The document explains data protection mechanism in Brickstor OS. This document provides a high level of the concepts in order to properly configure data protection snapshot and retention policies. For more specific questions or more in-depth knowledge please reach out to our support.
When are snapshots are taken?
When the data protection service is enabled on a dataset, snapshots are actually only taken when there is a change made after the last snapshot was created. Depending upon the retention schedule this may lead to instances where one expects to see a snapshot, but a snapshot was not created because there was no change in the data, leading to confusion. If for example based on the schedule one expects hourly snapshots, yet some appear to be missing resulting in fewer than 24 snapshots created during last 24 hours, it is important to remember that unless there is change to warrant a new snapshot to be created, snapshots will be skipped, because they would end-up being empty, i.e. there will be gaps. An empty snapshot is still a point of reference however, and it is possible to create snapshots manually, on a filesystem that is not changing, which will result in one or multiple empty snapshots. This can only happen manually however, and not considered to be desirable for the purposes of data protection.
If you are wondering what this really means in terms of recovery, here's a brief summary. When you attempt to recover a file which may have had multiple modifications over last 24 hours, for example, you should be able to identify modifications made during that period with a 1 hour recovery point objective (RPO), because modifications will be captured by one snapshot, assuming hourly snapshots were enabled. However, if for example a snapshot was taken some number of hours prior to you attempting to recover the data, even if hourly snapshots are enabled, if there were no changes since that snapshot was taken, you won't see any subsequent snapshots. The latest version of the file will be in the last snapshot. Daily snapshots and weekly snapshots should capture at least some of the changes that were captured by the hourly snapshots, but some of those changes may be lost between two intra-day snapshots.
Good Retention Strategy
Of course no two organizations are alike in terms of how they use data and how they update it, as well as how they protect it. Snapshots are a way of undoing changes which occurred mistakenly, such as destruction of data, modification with need for recovery to previous state, etc.
- It is a good idea for most organizations to have at least a daily snapshot which is retained for some number of days.
- Of course, if data is considered to be disposable after some amount of time, it does not make sense maintaining snapshots any longer than that period.
- One may be concerned with too many snapshots, which results in rapid depletion of available capacity. This is a concern when the system is low on disk space. Data protection has intelligence built into it to protect a system from running out of space. This is an area where as administrators we don't need to be concerned very much.
- If data is turned over heavily, which could happen in cases where data are files representing VM disks, swaps, temporary holds and the like, one may not be able to maintain the number of snapshots they would like to, due to rapid consumption of storage by the frequent changes. Consider length of time snapshots are stored in this instance. The oldest snapshots will certainly lock in most of the change, therefor resulting in the largest consumer of capacity. The user interface gives a visual display of how much data is being consumed by snapshots.

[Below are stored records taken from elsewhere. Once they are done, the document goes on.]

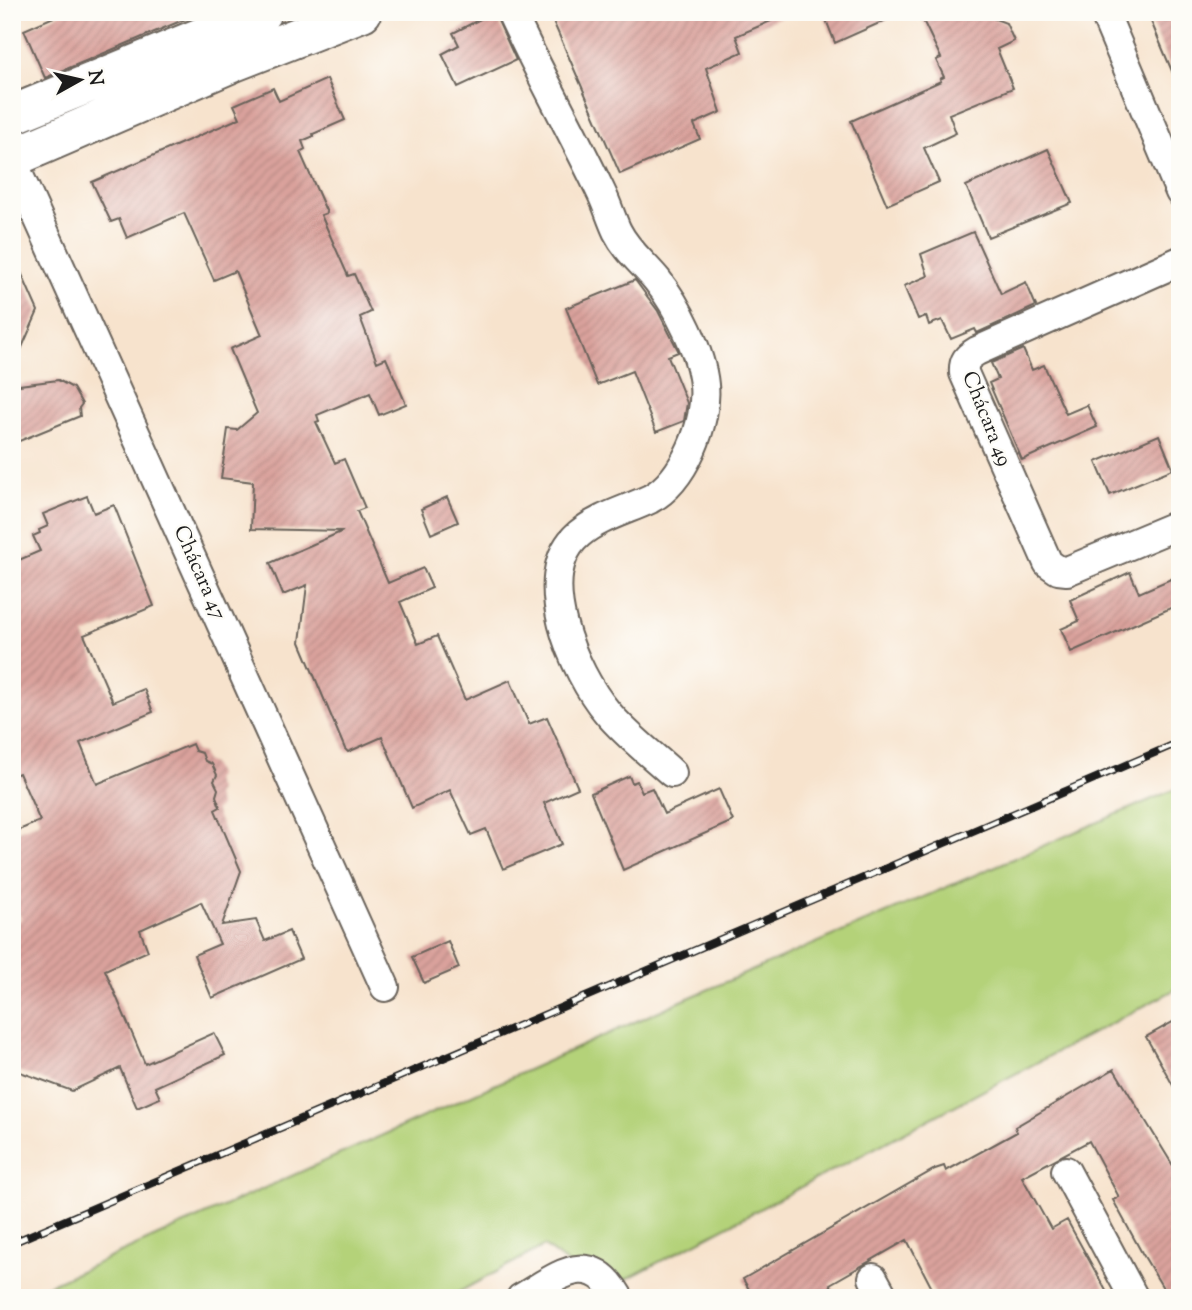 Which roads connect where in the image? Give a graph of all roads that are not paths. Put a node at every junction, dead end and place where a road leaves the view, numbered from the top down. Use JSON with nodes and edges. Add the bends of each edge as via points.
{"nodes":[{"id":1,"x":362,"y":12,"type":"edge"},
{"id":2,"x":511,"y":12,"type":"edge"},
{"id":3,"x":1104,"y":12,"type":"edge"},
{"id":4,"x":245,"y":16,"type":"edge"},
{"id":5,"x":12,"y":115,"type":"edge"},
{"id":6,"x":12,"y":159,"type":"edge"},
{"id":7,"x":1180,"y":192,"type":"edge"},
{"id":8,"x":1180,"y":261,"type":"edge"},
{"id":9,"x":1180,"y":524,"type":"edge"},
{"id":10,"x":672,"y":773,"type":"dead end"},
{"id":11,"x":385,"y":987,"type":"dead end"},
{"id":12,"x":1066,"y":1171,"type":"dead end"},
{"id":13,"x":521,"y":1298,"type":"edge"},
{"id":14,"x":619,"y":1298,"type":"edge"},
{"id":15,"x":1134,"y":1298,"type":"edge"}],
"edges":[{"from":1,"to":6,"type":"main road"},
{"from":2,"to":10,"type":"street","via":[[617,231],[666,292],[702,372],[704,404],[699,428],[671,482],[653,497],[577,535],[558,573],[557,598],[564,627],[588,683],[625,732]]},
{"from":3,"to":7,"type":"street"},
{"from":4,"to":5,"type":"main road"},
{"from":6,"to":11,"type":"street","name":"Chácara 47"},
{"from":8,"to":9,"type":"street","name":"Chácara 49","via":[[992,344],[963,364],[1048,563],[1067,571]]},
{"from":12,"to":15,"type":"street"},
{"from":13,"to":14,"type":"street","via":[[579,1268],[600,1273]]}]}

- Increasing periods between snapshots taken reduces one's change capture granularity, and may reduce capacity depletion. It will reduce capacity depletion if lots of data was modified, removed or deleted. If the working data set just has additions of data this will have no affect.
- Use some combination of daily, weekly and monthly snapshots when value of data does not rapidly degrade with time. For example, in the case of Virtual Machines it may not make sense to retain snapshots for long, simply because there is so much context that may be lost of one restores data from weeks ago that the data is made useless in the process.
- Related data should be on same retention schedule. Make sure that if there is data across data sets that is in some ways related, and restore of some subset from one data set may also require a restore of some subset from another data set, do not vary schedules between these two data sets as that may make it impossible to recover data from both data sets from exact same time period. Temporal differences may make this data useless.
The policy for snapshot frequency and retention is updated periodically throughout the day and is not instantaneously applied to all data sets. Once the policy is updated your new snapshot and retention policies will take affect.
The expiration policy is run once per day. This policy removes all snapshots that are expired when the service runs except for any snapshots with a hold tag. If you see a snapshot on the system that is expired but not removed you should expect for it to be removed the next time the policy runs. So you shouldn't see any snapshots without a hold tag that are not removed 24 hours after their expiration date and time.
There is not a single policy that addresses all problems. Mixing schedules allows for a flexible approach to reduction of granularity with time. This is what we recommend under normal circumstances.